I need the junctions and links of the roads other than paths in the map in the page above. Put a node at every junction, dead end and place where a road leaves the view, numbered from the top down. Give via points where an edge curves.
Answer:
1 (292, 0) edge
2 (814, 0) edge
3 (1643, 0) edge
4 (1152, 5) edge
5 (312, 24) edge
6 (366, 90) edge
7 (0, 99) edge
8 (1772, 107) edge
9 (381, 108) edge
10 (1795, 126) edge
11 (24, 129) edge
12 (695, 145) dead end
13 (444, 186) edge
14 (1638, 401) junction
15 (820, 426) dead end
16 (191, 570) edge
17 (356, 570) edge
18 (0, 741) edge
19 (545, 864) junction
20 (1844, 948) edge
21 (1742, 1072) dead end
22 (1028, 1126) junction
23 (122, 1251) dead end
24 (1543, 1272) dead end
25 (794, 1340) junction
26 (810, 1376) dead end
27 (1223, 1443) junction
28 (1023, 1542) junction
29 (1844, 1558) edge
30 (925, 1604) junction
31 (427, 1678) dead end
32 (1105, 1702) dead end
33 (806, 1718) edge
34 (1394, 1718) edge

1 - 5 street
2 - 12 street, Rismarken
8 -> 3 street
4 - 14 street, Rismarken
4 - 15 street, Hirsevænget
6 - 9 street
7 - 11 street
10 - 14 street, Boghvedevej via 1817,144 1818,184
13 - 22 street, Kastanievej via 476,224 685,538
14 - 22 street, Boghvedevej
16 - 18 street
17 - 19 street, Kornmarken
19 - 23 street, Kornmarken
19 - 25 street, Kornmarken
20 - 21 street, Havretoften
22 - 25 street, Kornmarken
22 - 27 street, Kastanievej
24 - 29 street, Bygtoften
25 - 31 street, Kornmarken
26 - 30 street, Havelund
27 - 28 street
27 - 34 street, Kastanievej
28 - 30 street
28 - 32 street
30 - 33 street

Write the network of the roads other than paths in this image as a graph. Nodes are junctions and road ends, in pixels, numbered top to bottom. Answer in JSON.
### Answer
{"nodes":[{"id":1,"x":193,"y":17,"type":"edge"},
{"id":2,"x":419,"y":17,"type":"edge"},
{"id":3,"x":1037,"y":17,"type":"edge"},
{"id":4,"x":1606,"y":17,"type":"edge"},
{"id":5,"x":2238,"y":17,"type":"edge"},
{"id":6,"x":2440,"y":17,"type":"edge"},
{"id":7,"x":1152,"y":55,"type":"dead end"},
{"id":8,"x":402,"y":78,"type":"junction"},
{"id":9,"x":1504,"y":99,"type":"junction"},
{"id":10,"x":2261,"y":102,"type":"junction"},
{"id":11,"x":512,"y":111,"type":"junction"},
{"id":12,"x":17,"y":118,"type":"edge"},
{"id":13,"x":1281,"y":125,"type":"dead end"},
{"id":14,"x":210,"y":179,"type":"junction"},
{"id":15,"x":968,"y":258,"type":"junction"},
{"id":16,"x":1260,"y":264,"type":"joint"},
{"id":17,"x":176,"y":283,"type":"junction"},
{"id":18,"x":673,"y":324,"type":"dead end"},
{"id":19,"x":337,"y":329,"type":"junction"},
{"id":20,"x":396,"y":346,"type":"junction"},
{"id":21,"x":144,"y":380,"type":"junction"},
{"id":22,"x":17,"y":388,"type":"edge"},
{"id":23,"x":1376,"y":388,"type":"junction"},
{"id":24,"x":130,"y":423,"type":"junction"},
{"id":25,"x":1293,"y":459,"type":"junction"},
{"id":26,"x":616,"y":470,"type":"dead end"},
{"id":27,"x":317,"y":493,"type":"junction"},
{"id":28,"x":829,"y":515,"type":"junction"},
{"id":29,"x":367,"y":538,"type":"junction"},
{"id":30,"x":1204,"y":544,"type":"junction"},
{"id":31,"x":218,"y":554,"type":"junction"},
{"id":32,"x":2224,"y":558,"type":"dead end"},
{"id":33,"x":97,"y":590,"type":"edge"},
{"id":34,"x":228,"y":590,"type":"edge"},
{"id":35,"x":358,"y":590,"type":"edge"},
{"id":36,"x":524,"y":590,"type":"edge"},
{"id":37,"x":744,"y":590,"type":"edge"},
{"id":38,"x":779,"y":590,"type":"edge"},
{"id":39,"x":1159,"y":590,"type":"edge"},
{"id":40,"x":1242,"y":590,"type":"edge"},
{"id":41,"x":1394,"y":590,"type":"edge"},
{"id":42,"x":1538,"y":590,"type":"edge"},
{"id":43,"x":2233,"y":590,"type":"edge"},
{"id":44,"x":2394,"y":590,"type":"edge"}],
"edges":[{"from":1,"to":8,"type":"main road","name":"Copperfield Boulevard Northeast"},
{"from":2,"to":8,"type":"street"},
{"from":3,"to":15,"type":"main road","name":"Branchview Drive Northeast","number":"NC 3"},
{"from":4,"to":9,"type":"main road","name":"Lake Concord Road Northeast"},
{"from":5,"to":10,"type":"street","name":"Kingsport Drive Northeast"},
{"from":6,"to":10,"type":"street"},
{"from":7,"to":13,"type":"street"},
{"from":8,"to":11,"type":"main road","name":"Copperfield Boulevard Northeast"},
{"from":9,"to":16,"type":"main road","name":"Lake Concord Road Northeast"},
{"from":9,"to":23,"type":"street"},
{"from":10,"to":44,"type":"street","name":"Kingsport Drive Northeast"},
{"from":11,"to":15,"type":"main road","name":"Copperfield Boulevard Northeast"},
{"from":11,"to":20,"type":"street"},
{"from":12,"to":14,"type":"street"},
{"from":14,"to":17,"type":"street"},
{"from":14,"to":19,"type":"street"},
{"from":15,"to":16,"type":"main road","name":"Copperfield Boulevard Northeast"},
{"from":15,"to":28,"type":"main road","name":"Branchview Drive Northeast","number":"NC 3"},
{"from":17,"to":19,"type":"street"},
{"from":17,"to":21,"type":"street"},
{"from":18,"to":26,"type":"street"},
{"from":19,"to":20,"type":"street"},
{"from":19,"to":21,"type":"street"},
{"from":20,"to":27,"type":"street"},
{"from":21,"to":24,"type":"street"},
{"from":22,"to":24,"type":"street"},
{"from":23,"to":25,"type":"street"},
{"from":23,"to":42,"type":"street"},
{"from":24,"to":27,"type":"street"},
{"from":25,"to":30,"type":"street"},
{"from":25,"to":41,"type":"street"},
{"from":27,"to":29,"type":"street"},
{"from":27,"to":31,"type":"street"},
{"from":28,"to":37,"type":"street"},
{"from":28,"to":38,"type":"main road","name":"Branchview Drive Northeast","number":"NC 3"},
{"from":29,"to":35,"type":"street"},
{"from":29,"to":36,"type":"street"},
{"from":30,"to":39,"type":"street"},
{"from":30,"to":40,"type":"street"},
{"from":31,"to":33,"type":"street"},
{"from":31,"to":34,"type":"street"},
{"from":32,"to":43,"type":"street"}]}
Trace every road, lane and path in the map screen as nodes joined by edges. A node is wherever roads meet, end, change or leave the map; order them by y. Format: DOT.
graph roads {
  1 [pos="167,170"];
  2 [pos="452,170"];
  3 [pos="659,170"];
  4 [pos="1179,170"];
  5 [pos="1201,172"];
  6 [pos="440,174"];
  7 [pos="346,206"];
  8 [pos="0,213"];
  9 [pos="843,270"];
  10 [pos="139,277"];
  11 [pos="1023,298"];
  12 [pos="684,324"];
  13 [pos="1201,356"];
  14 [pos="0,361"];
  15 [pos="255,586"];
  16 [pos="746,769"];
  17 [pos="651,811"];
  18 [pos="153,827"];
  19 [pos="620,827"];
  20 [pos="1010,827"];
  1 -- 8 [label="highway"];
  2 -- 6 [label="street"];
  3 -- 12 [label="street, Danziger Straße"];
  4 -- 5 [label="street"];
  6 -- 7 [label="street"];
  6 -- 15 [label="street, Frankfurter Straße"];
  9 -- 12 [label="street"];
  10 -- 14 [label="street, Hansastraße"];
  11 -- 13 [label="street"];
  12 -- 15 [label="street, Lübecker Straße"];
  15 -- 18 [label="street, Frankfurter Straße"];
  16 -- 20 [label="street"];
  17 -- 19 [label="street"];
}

++++++++++

WHAT IS BEING ASKED
Scan the listing and report each line where the word "than" shows up.

OUTPUT FOR THIS EXERCISE
I need the junctions and links of the roads other than paths in the map in the page above. Put a node at every junction, dead end and place where a road leaves the view, numbered from the top down. Give via points where an edge curves.
Write the network of the roads other than paths in this image as a graph. Nodes are junctions and road ends, in pixels, numbered top to bottom. Answer in JSON.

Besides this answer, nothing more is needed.